***** MATERIAL SHOWN *****

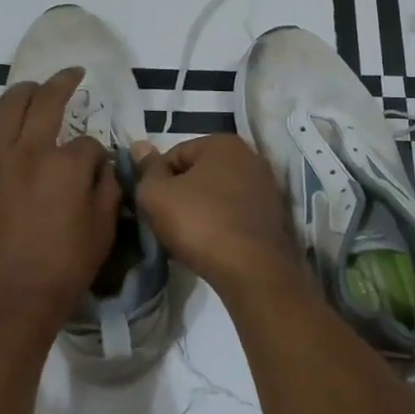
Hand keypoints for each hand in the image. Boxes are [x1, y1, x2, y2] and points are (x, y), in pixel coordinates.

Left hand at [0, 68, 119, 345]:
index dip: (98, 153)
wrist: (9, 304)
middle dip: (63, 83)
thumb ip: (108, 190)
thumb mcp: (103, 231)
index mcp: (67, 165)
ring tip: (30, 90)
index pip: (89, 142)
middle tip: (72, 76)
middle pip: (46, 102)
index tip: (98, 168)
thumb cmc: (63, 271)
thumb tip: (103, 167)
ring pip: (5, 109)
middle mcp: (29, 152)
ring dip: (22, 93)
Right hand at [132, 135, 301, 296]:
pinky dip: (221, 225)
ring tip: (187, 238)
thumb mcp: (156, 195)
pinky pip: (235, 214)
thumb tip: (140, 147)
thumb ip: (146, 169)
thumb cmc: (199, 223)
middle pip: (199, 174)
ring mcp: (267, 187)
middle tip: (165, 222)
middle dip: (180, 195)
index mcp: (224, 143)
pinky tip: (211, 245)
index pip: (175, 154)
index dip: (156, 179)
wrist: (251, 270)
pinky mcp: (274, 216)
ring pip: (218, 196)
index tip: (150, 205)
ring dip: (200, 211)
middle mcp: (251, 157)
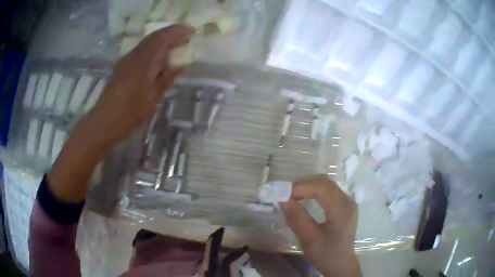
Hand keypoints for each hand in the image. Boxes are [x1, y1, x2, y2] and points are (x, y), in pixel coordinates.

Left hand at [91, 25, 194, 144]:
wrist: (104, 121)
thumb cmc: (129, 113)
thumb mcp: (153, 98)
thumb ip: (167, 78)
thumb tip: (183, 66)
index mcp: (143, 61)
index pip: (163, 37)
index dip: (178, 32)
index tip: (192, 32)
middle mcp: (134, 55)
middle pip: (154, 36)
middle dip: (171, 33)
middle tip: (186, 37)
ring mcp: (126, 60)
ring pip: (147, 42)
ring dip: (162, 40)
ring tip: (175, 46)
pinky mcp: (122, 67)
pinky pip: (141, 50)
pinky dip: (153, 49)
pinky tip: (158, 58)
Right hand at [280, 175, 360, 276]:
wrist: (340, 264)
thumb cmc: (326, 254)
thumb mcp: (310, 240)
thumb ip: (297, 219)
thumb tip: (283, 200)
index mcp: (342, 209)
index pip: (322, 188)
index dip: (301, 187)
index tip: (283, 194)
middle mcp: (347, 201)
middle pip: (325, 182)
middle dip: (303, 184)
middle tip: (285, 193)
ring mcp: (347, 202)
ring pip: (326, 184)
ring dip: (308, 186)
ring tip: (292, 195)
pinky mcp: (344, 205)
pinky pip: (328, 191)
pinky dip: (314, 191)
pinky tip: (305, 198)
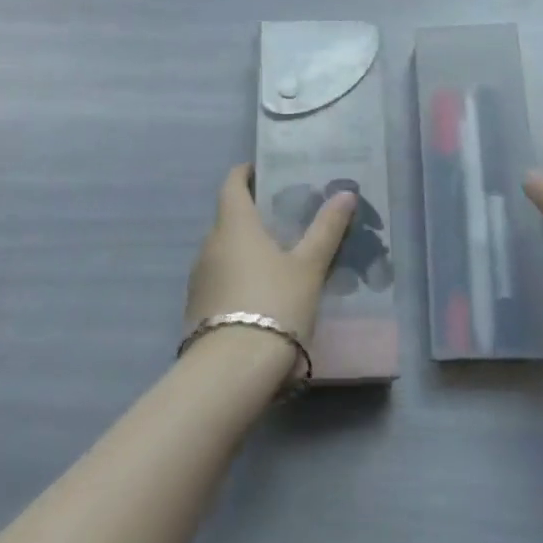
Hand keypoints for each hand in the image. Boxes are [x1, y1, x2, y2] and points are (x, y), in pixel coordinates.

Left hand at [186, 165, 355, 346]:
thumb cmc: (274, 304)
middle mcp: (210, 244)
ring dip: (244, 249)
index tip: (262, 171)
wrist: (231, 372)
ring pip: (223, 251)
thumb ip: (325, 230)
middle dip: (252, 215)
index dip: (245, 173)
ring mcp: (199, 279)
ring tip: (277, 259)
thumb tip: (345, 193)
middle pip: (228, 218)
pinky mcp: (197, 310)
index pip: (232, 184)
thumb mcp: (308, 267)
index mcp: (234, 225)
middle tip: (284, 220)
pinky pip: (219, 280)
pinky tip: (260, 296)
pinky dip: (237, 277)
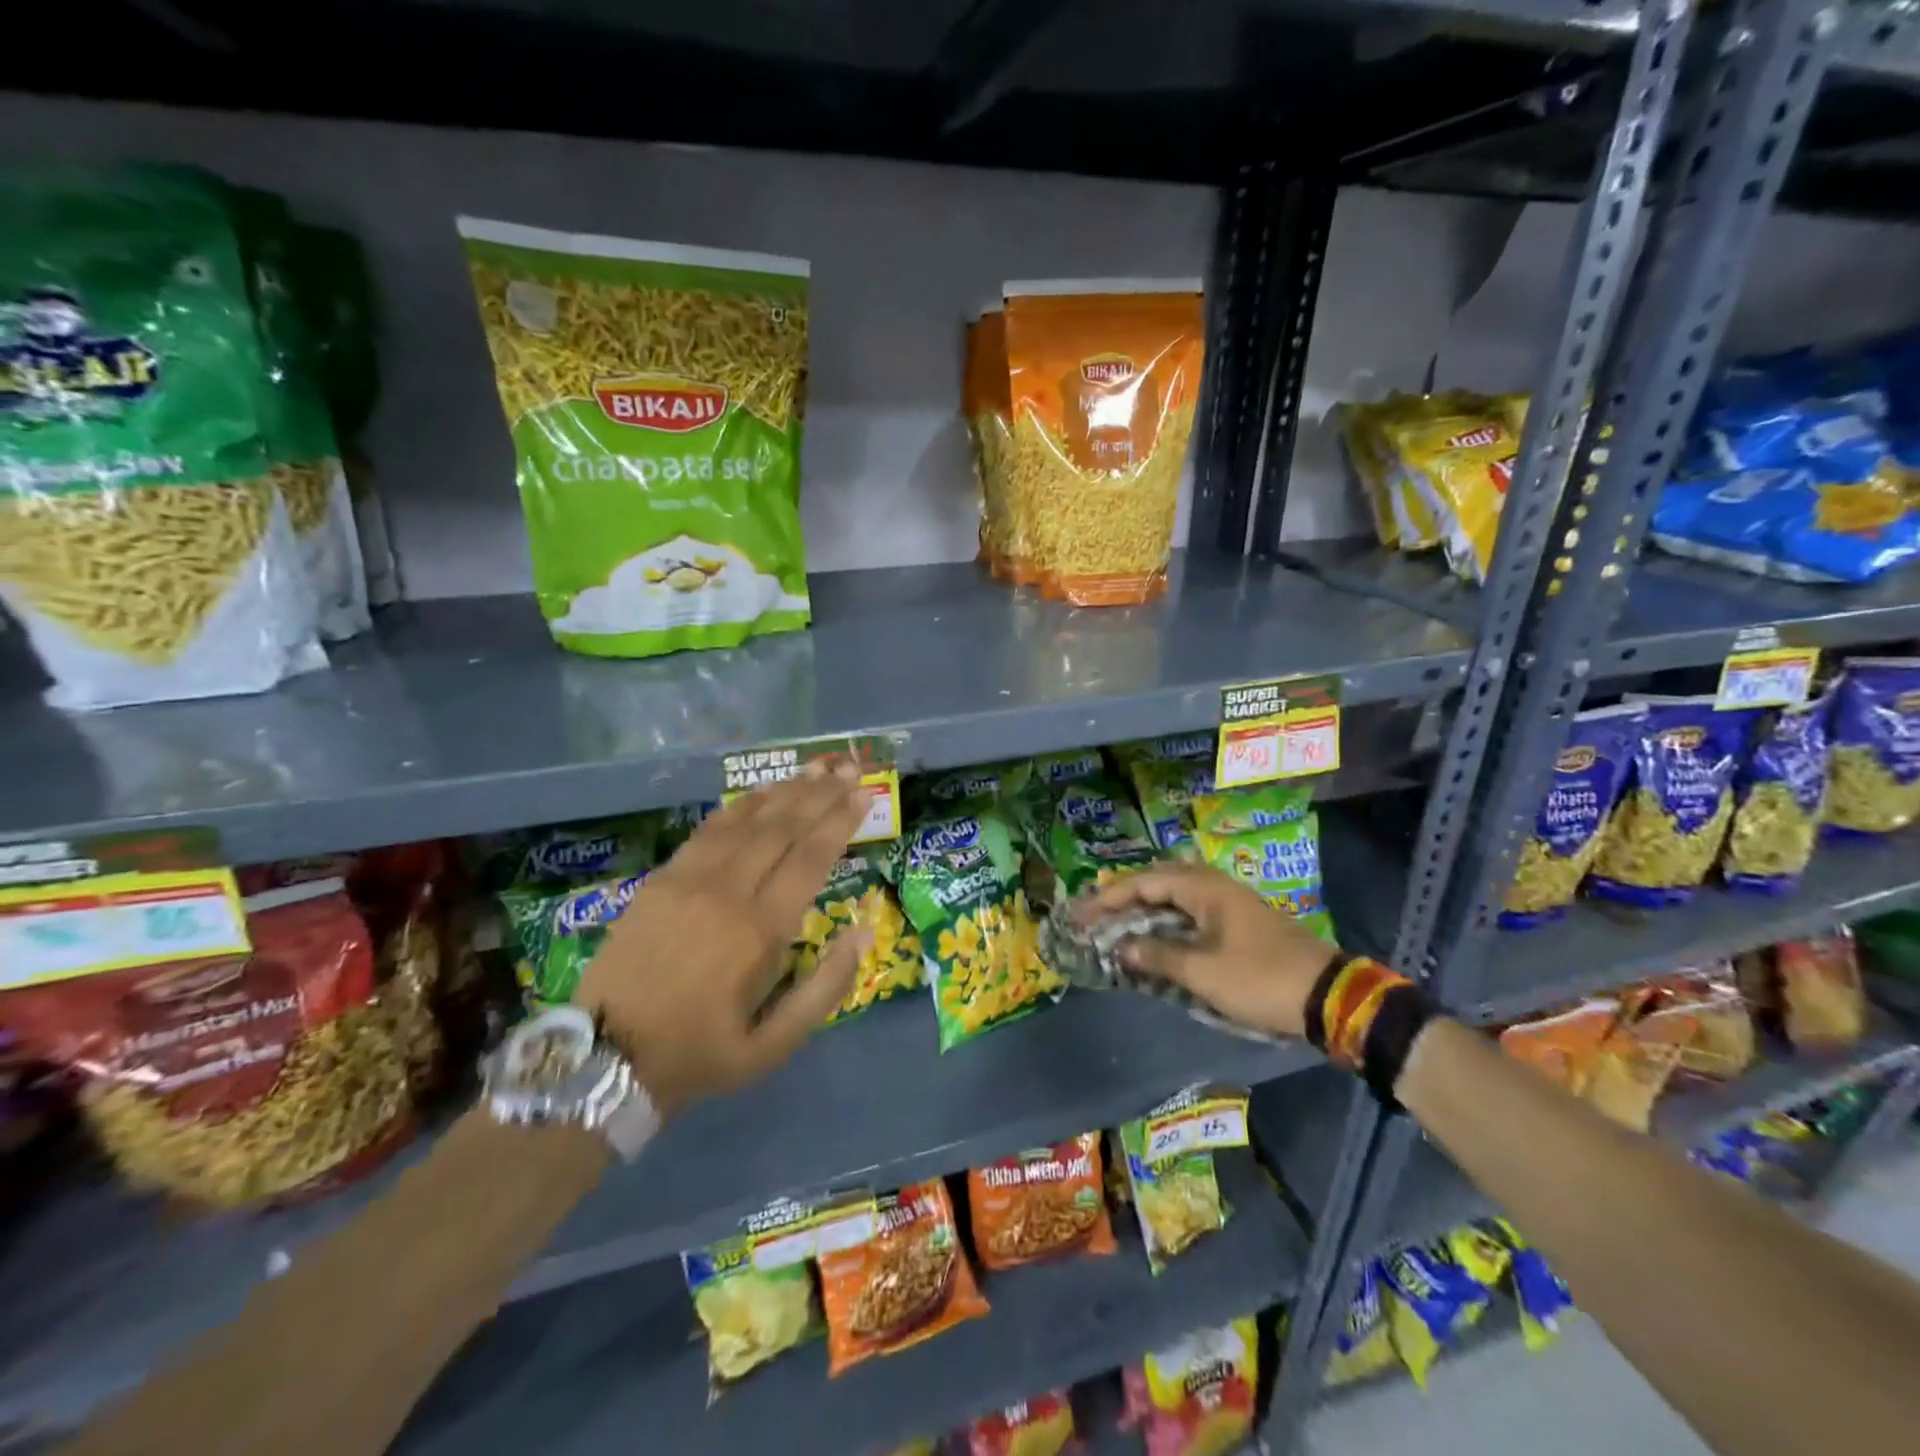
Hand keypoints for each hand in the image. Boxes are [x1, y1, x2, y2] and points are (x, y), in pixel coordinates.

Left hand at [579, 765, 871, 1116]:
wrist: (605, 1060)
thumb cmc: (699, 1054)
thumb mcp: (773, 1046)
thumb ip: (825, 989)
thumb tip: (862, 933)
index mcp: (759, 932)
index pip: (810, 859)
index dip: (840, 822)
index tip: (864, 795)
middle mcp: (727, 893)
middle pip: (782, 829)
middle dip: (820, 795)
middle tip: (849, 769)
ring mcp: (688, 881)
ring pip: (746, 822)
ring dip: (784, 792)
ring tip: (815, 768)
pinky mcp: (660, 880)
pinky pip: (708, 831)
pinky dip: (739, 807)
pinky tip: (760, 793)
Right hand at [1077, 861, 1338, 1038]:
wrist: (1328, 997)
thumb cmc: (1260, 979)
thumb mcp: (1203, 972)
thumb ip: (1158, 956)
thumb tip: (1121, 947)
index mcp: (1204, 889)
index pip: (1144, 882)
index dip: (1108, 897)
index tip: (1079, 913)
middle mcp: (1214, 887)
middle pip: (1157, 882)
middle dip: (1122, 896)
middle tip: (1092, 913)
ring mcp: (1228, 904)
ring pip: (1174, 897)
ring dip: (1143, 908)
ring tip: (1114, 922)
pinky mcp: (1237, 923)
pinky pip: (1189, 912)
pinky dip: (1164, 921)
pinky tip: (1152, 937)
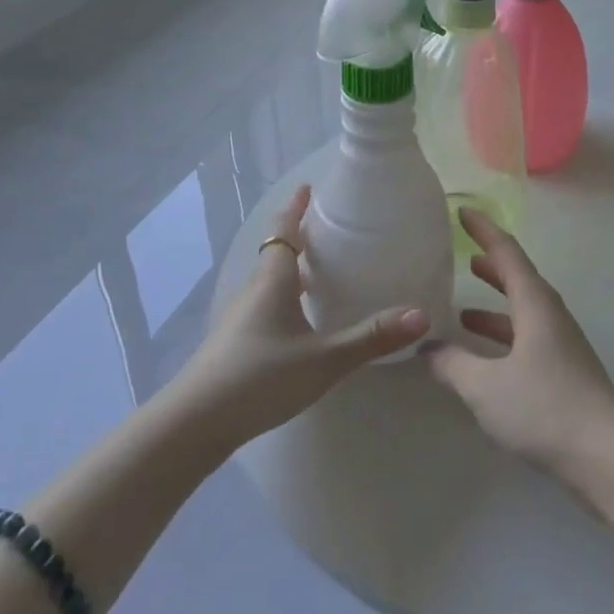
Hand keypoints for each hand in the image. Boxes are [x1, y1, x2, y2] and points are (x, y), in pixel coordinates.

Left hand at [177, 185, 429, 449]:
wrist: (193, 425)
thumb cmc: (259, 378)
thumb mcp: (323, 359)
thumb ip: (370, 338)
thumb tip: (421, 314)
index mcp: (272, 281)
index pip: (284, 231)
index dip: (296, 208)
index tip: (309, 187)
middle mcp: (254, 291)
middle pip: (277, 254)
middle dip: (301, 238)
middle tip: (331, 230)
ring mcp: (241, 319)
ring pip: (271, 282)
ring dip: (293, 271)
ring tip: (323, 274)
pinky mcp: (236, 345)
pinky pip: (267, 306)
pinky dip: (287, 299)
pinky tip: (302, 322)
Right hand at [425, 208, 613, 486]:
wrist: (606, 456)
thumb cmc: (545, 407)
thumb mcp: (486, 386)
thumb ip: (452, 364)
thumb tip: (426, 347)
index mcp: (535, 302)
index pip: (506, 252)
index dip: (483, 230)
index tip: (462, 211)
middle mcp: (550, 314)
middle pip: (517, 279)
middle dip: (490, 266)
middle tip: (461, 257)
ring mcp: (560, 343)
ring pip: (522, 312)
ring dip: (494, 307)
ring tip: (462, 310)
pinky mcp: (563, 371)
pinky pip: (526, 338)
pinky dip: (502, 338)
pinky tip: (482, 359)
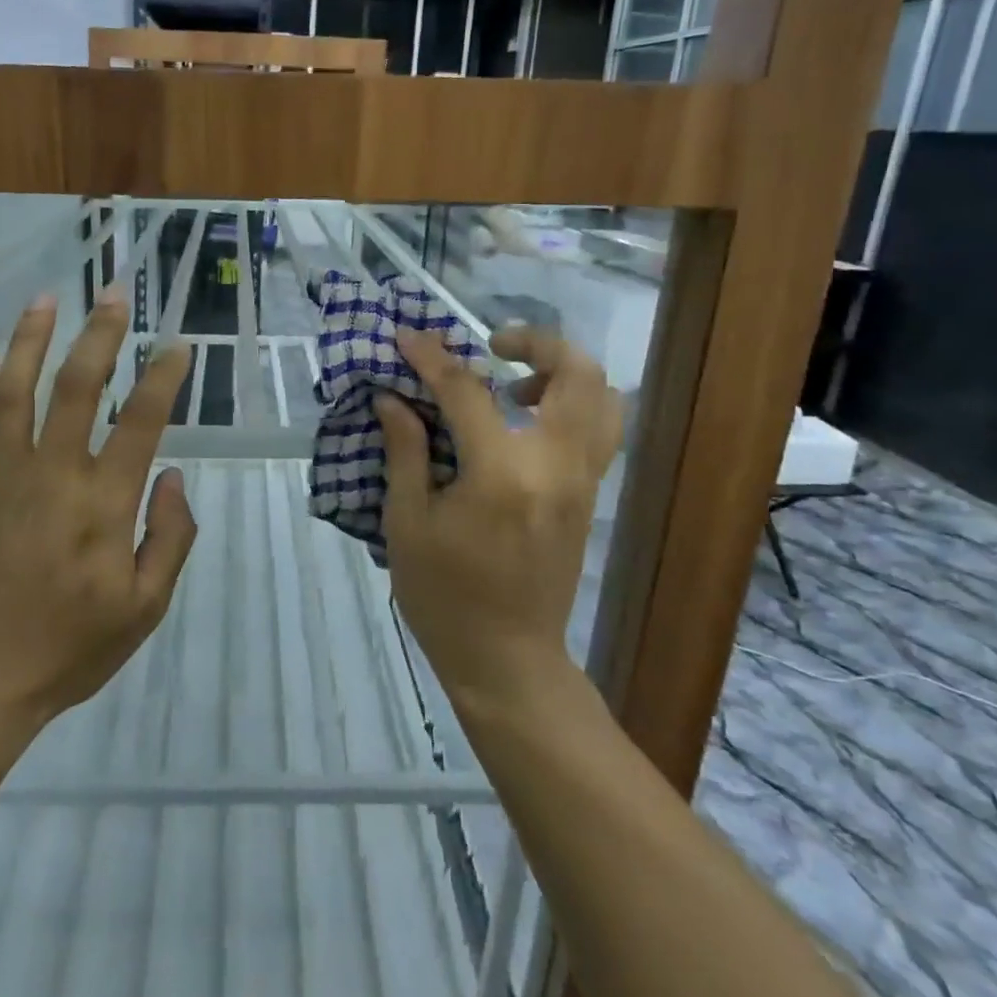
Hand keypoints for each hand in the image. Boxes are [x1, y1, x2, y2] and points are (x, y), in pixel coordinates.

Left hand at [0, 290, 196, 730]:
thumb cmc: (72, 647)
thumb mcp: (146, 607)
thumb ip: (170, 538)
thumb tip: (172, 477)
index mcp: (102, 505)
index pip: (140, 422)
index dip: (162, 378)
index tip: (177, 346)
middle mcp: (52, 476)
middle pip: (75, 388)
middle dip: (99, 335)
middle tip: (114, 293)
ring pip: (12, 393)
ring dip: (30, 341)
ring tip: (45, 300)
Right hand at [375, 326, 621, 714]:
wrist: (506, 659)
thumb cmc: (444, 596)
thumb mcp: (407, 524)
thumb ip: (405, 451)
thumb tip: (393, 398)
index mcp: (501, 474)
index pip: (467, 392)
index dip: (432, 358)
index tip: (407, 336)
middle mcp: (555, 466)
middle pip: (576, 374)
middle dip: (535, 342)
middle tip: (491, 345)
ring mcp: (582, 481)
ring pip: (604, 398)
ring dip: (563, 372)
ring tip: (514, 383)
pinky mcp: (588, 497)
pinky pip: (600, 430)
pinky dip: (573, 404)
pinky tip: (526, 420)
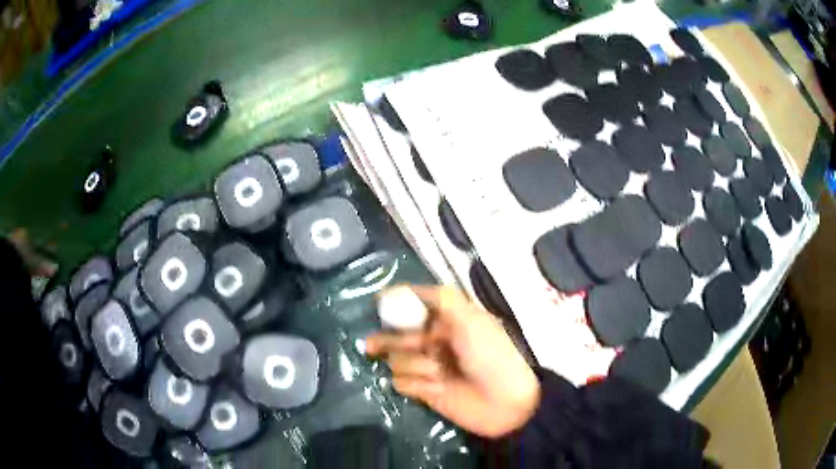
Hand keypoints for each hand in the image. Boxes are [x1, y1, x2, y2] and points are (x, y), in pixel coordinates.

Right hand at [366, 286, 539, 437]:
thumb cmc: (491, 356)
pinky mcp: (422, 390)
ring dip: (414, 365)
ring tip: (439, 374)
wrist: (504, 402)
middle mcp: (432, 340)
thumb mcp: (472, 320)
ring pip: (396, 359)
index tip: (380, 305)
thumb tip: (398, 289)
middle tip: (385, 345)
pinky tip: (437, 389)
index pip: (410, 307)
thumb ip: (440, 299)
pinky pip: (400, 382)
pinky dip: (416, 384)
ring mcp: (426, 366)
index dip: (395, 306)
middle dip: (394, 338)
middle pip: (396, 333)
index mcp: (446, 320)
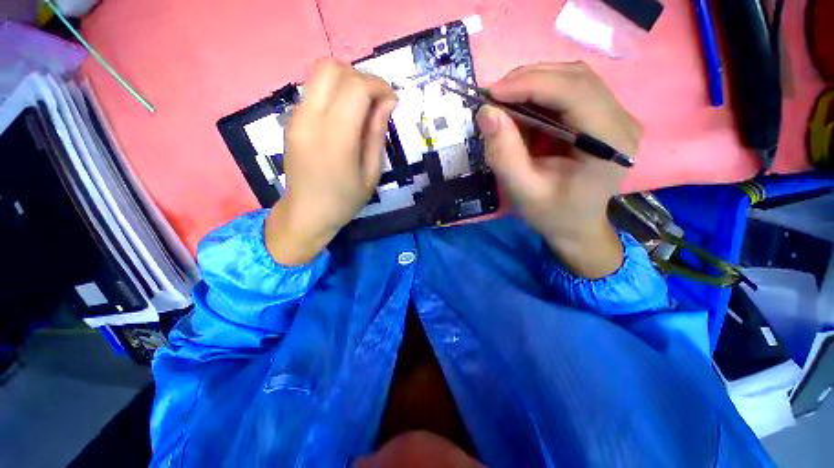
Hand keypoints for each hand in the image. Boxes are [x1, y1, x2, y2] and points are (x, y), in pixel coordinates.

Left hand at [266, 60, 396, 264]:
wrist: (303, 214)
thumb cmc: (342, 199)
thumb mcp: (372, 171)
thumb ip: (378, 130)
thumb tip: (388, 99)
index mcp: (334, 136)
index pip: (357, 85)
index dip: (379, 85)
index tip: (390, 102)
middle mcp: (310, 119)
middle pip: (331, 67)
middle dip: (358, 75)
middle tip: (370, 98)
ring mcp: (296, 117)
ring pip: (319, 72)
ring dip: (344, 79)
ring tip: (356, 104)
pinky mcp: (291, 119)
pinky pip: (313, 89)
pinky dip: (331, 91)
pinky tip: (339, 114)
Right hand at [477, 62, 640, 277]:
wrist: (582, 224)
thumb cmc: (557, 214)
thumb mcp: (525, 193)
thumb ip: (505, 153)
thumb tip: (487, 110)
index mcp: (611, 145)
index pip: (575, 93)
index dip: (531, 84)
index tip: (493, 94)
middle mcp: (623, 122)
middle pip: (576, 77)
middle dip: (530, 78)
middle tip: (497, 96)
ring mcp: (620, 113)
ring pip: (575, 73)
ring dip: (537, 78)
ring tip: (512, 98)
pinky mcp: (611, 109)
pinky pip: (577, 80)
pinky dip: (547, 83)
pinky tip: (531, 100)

*****

From the records above, transcribe without alteration every line from the one with "index mcp: (272, 281)" to the one with "pinky mcp: (563, 371)", inclusive.

■ **SOLUTION TO THIS TASK**
index mcp: (272, 281)
index pip: (284, 231)
index dip: (296, 208)
index tip: (309, 187)
middle mcp: (254, 291)
middle pip: (277, 254)
middle dip: (301, 238)
middle tip: (331, 230)
ring mcp: (241, 319)
ring pip: (271, 282)
ring dip: (293, 271)
ring tip: (323, 274)
pinky mcp: (236, 345)
pinky pip: (267, 306)
pinky dip: (287, 299)
pinky tip: (302, 322)
Right hand at [425, 208, 613, 486]:
wrist: (606, 456)
thumb cmc: (545, 407)
thumb mcp: (486, 386)
thumb ip: (452, 364)
thumb tip: (426, 347)
index mcp: (535, 302)
index pip: (506, 252)
index dip: (483, 230)
index tip: (462, 211)
middle mcp: (550, 314)
middle pip: (517, 279)
middle dip: (490, 266)
middle tip: (461, 257)
ring mcp: (560, 343)
ring pip: (522, 312)
ring dip: (494, 307)
ring tip: (462, 310)
pinky mcp: (563, 371)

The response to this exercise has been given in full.